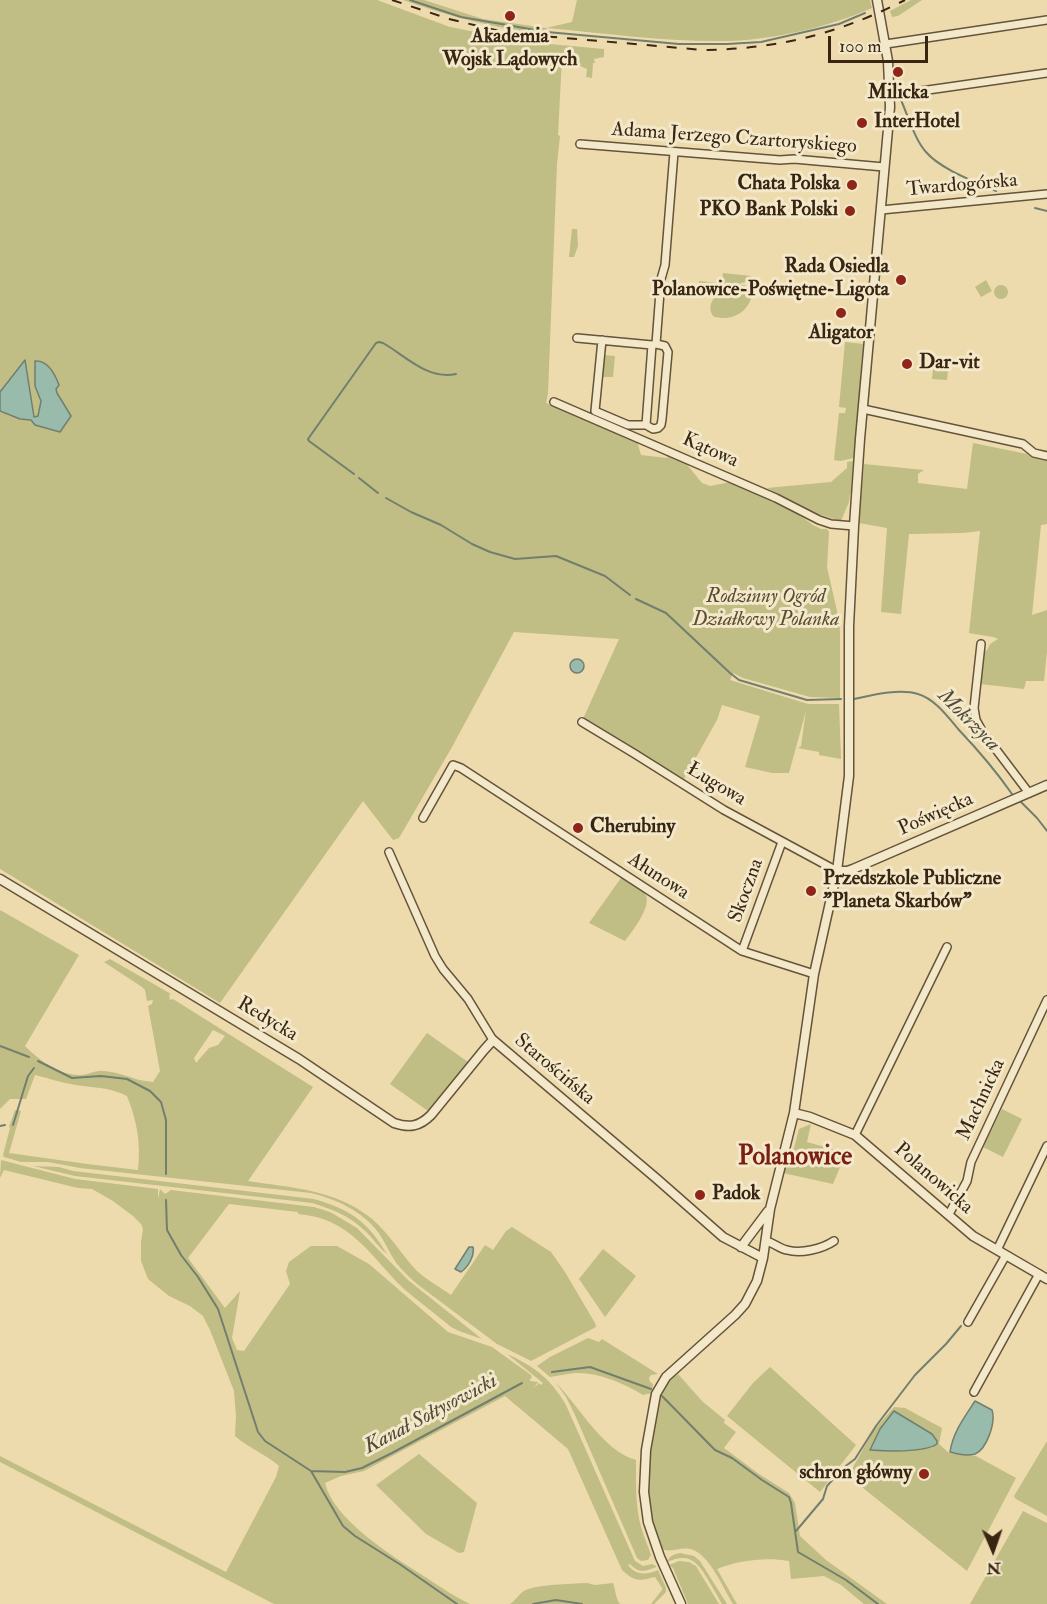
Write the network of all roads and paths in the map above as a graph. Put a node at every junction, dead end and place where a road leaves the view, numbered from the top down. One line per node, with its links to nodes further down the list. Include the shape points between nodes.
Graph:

==

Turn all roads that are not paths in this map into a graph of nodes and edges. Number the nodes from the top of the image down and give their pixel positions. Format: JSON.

→ **WHAT IS BEING ASKED**: Going through the records above, state how many lines carry "nodes", with no other text.

→ **TASK RESULT**: 2